Accelerating long-term change
Few planning and delivery efforts in the modern world require the same scale of imagination as the Olympic and Paralympic Games. They are not merely events, but tests of cities and countries’ infrastructure, governance, and urban vision. Still, we tend to frame the opportunities as intrusions into urban life rather than springboards that can help cities push past longstanding bureaucratic and political barriers.
There is an urban paradox at play. We want better transit, more inclusive public spaces, and greener infrastructure, yet when these improvements are tied to the Olympics, we hesitate. Decades of dire headlines about cost overruns and delayed construction have conditioned us to anticipate disappointment more than possibility. It is easier to recall failures than to recognize the quieter, ongoing stories of growth that often continue well after the global spotlight has faded.
Consider Tokyo. Years after the 2020 Games, much public discussion still revisits costs or the absence of spectators during the pandemic. Yet, the Games brought the city significantly improved transit connections, accessibility upgrades, and human-centric public design that have already become integral to daily routines. Most who benefit from these enhancements rarely remember that the Games accelerated them.

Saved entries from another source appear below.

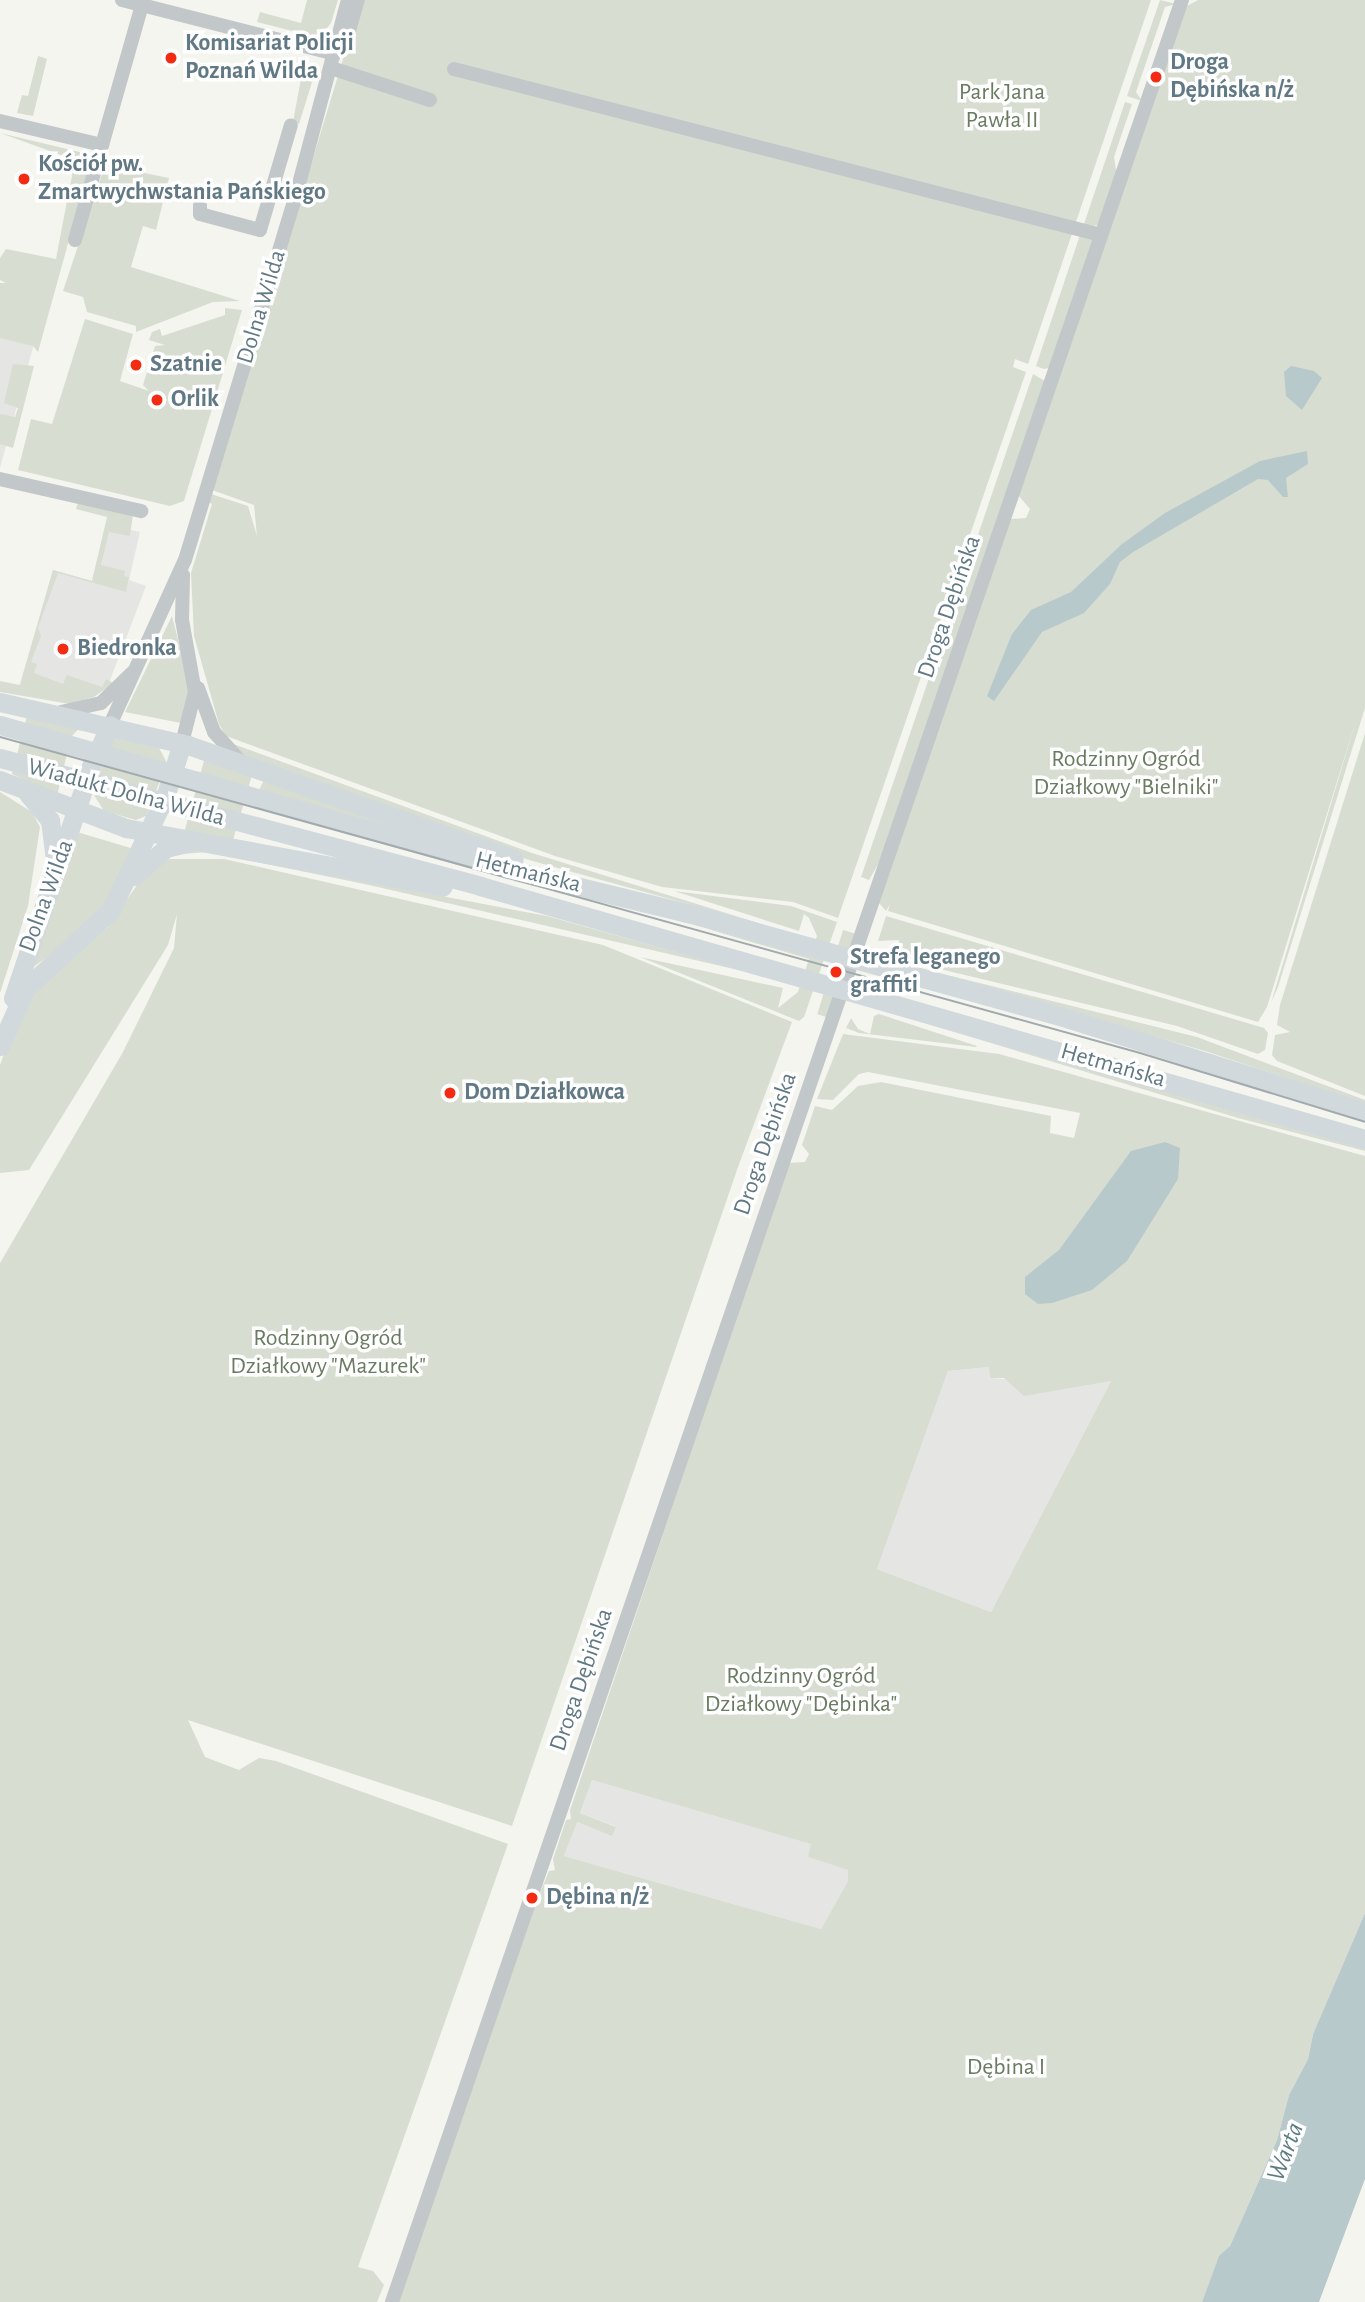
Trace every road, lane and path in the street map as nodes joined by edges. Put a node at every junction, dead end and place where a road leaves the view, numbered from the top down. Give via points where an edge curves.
1 (122, 0) edge
2 (348, 0) edge
3 (358, 0) edge
4 (1182, 0) edge
5 (142, 5) junction
6 (335, 54) junction
7 (331, 68) junction
8 (454, 69) dead end
9 (430, 100) dead end
10 (0, 121) edge
11 (296, 126) dead end
12 (102, 145) junction
13 (200, 205) dead end
14 (1101, 235) junction
15 (75, 240) dead end
16 (0, 479) edge
17 (141, 511) dead end
18 (185, 560) junction
19 (138, 667) junction
20 (195, 677) junction
21 (0, 702) edge
22 (47, 712) junction
23 (0, 725) edge
24 (110, 725) junction
25 (182, 743) junction
26 (8, 760) edge
27 (249, 766) junction
28 (0, 780) edge
29 (22, 789) junction
30 (244, 792) joint
31 (77, 811) junction
32 (235, 823) joint
33 (149, 832) junction
34 (205, 843) junction
35 (53, 875) junction
36 (121, 889) junction
37 (600, 891) junction
38 (566, 912) junction
39 (8, 1023) junction
40 (0, 1046) edge
41 (1365, 1112) edge
42 (1365, 1139) edge
43 (392, 2302) edge

1 - 5 street
2 - 6 street, Dolna Wilda
3 - 6 street, Dolna Wilda via 348,34
4 - 14 street, Droga Dębińska
5 - 6 street
5 - 12 street
6 - 7 street, Dolna Wilda
7 - 9 street
7 - 18 street, Dolna Wilda
8 - 14 street
10 - 12 street
11 - 13 street via 260,230 200,214
12 - 15 street
14 - 43 street, Droga Dębińska
16 - 17 street
18 - 19 street, Dolna Wilda
18 - 20 street, Dolna Wilda via 182,621
19 - 22 street via 98,705
19 - 24 street, Dolna Wilda
20 - 25 street, Dolna Wilda via 195,697
20 - 27 street via 214,732 229,752
21 - 22 main road
22 - 24 main road
23 - 30 main road, Wiadukt Dolna Wilda
24 - 25 main road
24 - 31 main road, Dolna Wilda via 95,754
25 - 27 main road
25 - 33 main road, Dolna Wilda
26 - 32 main road, Wiadukt Dolna Wilda
27 - 37 main road
28 - 29 main road
29 - 31 main road
29 - 35 main road via 53,827
30 - 37 main road, Hetmańska via 410,842
31 - 33 main road
31 - 35 main road, Dolna Wilda
32 - 38 main road, Hetmańska
33 - 34 main road
33 - 36 main road, Dolna Wilda
34 - 36 main road via 166,848
34 - 38 main road
35 - 39 main road, Dolna Wilda
36 - 39 main road, Dolna Wilda via 100,925 26,988
37 - 41 main road, Hetmańska via 1199,1057
38 - 42 main road, Hetmańska
39 - 40 main road, Dolna Wilda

Barcelona offers another example. Before 1992, its waterfront was largely industrial and inaccessible. Today, it has one of the world’s most iconic urban beaches, a transformation that began before the Olympics but was propelled forward because of them, sustained by those who continued the work long after the world moved on.
Of course, not every city has experienced such positive outcomes. Some failed to prioritize legacy or to be guided by clear vision, lacked governance continuity, or pursued investments without a long-term civic strategy. But acknowledging these shortcomings only reinforces a central truth: sustainable legacy is a function of intention, of clear vision that is well-communicated and accepted; it’s not inevitability.